Sérieusement blessé à la mâchoire face à la Namibie, le capitaine de l'équipe de France de rugby Antoine Dupont souffre d'une fracture maxillo-zygomatique. Victime d'une blessure similaire il y a 30 ans, Pierre-Louis Carillo, président du Stade Caennais, témoigne.
La 45e minute du France - Namibie du 21 septembre 2023 restera gravée dans la mémoire de tous les Français passionnés de rugby. Même si les Bleus ont battu le record de la plus large victoire de leur histoire en Coupe du Monde, ce qui reste de ce match, c'est l'image de la terrible blessure d'Antoine Dupont.
Le ralenti du violent choc tête contre tête avec le Namibien Johan Deysel, le capitaine français grimaçant, un genou à terre, les yeux humides, un rictus de douleur sur le visage.
La même blessure que le meilleur joueur du monde
"Quand j'ai vu son expression, j'ai tout de suite compris, parce que ça irradie", se lamente Pierre-Louis Carillo. Ancien rugbyman amateur, aujourd'hui coprésident du Stade Caennais, il a subi la même blessure que le meilleur joueur du monde, "c'était le même os, juste sous l'œil". La fracture remonte à une trentaine d'années, mais il s'en souvient comme si c'était hier.
Ça fait très, très mal. Il y a un nerf derrière l'os qui se retrouve comprimé. La douleur, c'est comme si vous aviez une sinusite, une otite et une rage de dents en même temps.
Pierre-Louis Carillo, co-président du Stade Caennais Rugby Club
L'ancien rugbyman se remémore encore l'action sur laquelle il s'est blessé à la pommette. "C'était un peu avant les phases finales, en 1996, contre Flers au stade Hélitas. À l’époque, on avait encore le droit de retourner les adversaires quand on les plaquait, et j'adorais ça".
Ce jour-là, il a tenté ce type de plaquage "cathédrale". "J'avais un mauvais appui, j'ai pris le genou en pleine tête. Je me souviens avoir eu le même geste qu'Antoine Dupont, mettre ma main à la joue et sentir immédiatement que quelque chose n'allait pas. Il a dû se rendre compte de la gravité du truc à ce moment-là".
À la différence du demi de mêlée des Bleus, la fracture de Pierre-Louis Carillo était déplacée, "j'avais un doigt qui rentrait dans le trou".
27 ans après, encore des séquelles
Immédiatement pris en charge par le médecin du club, le rugbyman caennais se rappelle du calvaire que fut le trajet entre le stade Hélitas et le CHU. "Le médecin m'avait filé des cachetons contre la douleur, mais à peine arrivé à l'hôpital, on m'a perfusé pour atténuer la douleur". Une fois les radiographies de contrôle effectuées, le chirurgien lui soumet deux hypothèses avant de l'opérer.

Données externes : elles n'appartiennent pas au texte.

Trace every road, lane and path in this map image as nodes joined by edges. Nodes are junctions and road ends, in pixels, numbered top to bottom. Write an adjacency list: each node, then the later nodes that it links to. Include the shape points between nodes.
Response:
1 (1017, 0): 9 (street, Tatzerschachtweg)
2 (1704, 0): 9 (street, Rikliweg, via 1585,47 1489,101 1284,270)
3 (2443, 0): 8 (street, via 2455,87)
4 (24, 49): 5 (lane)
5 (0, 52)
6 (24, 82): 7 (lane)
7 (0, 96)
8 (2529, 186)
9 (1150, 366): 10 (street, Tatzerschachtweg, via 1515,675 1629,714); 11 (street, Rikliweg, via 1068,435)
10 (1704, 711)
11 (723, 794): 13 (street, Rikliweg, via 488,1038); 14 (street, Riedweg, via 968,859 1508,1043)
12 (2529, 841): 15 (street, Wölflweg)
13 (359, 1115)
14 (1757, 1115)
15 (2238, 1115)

"Si on arrive à le remettre en place et que ça tient tout seul, ça peut aller vite. Si ça ne tient pas, on broche...". Lorsque Pierre-Louis Carillo s'est réveillé après l'opération, une tige de métal ressortait de sa joue, et traversait la tête, de part en part. "Je l'ai gardée un mois, le temps de la cicatrisation. Comme c'était la fin de la saison, je n'ai pas rejoué tout de suite. L'été a passé, mais j'ai repris en septembre. Après, le problème, c'est dans la tête..."
S'il a fini par rejouer sans appréhension, 27 ans plus tard, il n'a toujours pas retrouvé toute la sensibilité de sa joue à l'endroit de la fracture. Quant à la possibilité pour Antoine Dupont de rejouer d'ici à la fin de la Coupe du Monde, le dirigeant caennais s'est fait une raison.
"Au niveau fédéral, pour plaquer, il faut se baisser jusqu'à la taille. Le problème, c'est qu'au niveau international, on peut plaquer bien plus haut. Alors, oui, c'est un joueur hors-norme avec un service médical de très haut niveau, mais ce serait très risqué de jouer avec une fracture pas assez consolidée".
Au rugby, ce type de fracture des os du visage est finalement assez fréquent. "J'ai vu d'autres joueurs avoir le même genre de blessure", tente de dédramatiser Pierre-Louis Carillo. Mais le passionné de l'ovalie n'est pas dupe, il sait bien que l'équipe de France devra sans doute se passer de son meilleur joueur pour la suite de son mondial à la maison, en espérant que d'autres joueurs, "comme Ramos", prennent le relais du meneur toulousain.